#### Information provided
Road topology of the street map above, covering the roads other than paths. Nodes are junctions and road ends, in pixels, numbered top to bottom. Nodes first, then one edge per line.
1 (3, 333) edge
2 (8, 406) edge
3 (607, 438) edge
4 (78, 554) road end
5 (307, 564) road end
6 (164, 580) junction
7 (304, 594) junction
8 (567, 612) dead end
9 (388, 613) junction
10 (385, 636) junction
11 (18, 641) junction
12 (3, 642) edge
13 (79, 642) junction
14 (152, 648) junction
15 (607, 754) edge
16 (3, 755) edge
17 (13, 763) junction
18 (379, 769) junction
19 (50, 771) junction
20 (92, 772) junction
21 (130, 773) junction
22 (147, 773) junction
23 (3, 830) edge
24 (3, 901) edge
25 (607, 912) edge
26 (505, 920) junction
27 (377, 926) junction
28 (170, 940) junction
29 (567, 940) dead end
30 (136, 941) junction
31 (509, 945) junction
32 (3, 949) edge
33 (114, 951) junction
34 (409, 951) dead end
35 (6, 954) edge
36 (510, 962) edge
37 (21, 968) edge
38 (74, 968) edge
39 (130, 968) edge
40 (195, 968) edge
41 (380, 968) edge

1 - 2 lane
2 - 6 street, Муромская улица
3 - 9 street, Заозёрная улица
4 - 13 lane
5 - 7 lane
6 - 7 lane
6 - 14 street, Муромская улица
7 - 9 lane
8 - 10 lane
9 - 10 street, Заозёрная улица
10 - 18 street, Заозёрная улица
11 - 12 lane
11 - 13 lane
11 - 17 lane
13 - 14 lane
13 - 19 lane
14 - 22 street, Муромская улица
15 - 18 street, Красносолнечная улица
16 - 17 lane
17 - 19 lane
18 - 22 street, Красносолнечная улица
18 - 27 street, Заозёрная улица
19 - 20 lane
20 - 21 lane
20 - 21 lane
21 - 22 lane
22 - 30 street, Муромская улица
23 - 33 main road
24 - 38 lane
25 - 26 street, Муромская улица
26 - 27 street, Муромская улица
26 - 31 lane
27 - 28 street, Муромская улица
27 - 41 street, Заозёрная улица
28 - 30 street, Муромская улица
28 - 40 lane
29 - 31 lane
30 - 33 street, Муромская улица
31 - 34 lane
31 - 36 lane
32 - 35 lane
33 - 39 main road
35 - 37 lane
########
The full data, transcribed without change, is the expected answer.

* **Result of the exercise**:
Road topology of the street map above, covering the roads other than paths. Nodes are junctions and road ends, in pixels, numbered top to bottom. Nodes first, then one edge per line.
1 (3, 333) edge
2 (8, 406) edge
3 (607, 438) edge
4 (78, 554) road end
5 (307, 564) road end
6 (164, 580) junction
7 (304, 594) junction
8 (567, 612) dead end
9 (388, 613) junction
10 (385, 636) junction
11 (18, 641) junction
12 (3, 642) edge
13 (79, 642) junction
14 (152, 648) junction
15 (607, 754) edge
16 (3, 755) edge
17 (13, 763) junction
18 (379, 769) junction
19 (50, 771) junction
20 (92, 772) junction
21 (130, 773) junction
22 (147, 773) junction
23 (3, 830) edge
24 (3, 901) edge
25 (607, 912) edge
26 (505, 920) junction
27 (377, 926) junction
28 (170, 940) junction
29 (567, 940) dead end
30 (136, 941) junction
31 (509, 945) junction
32 (3, 949) edge
33 (114, 951) junction
34 (409, 951) dead end
35 (6, 954) edge
36 (510, 962) edge
37 (21, 968) edge
38 (74, 968) edge
39 (130, 968) edge
40 (195, 968) edge
41 (380, 968) edge

1 - 2 lane
2 - 6 street, Муромская улица
3 - 9 street, Заозёрная улица
4 - 13 lane
5 - 7 lane
6 - 7 lane
6 - 14 street, Муромская улица
7 - 9 lane
8 - 10 lane
9 - 10 street, Заозёрная улица
10 - 18 street, Заозёрная улица
11 - 12 lane
11 - 13 lane
11 - 17 lane
13 - 14 lane
13 - 19 lane
14 - 22 street, Муромская улица
15 - 18 street, Красносолнечная улица
16 - 17 lane
17 - 19 lane
18 - 22 street, Красносолнечная улица
18 - 27 street, Заозёрная улица
19 - 20 lane
20 - 21 lane
20 - 21 lane
21 - 22 lane
22 - 30 street, Муромская улица
23 - 33 main road
24 - 38 lane
25 - 26 street, Муромская улица
26 - 27 street, Муромская улица
26 - 31 lane
27 - 28 street, Муромская улица
27 - 41 street, Заозёрная улица
28 - 30 street, Муромская улица
28 - 40 lane
29 - 31 lane
30 - 33 street, Муромская улица
31 - 34 lane
31 - 36 lane
32 - 35 lane
33 - 39 main road
35 - 37 lane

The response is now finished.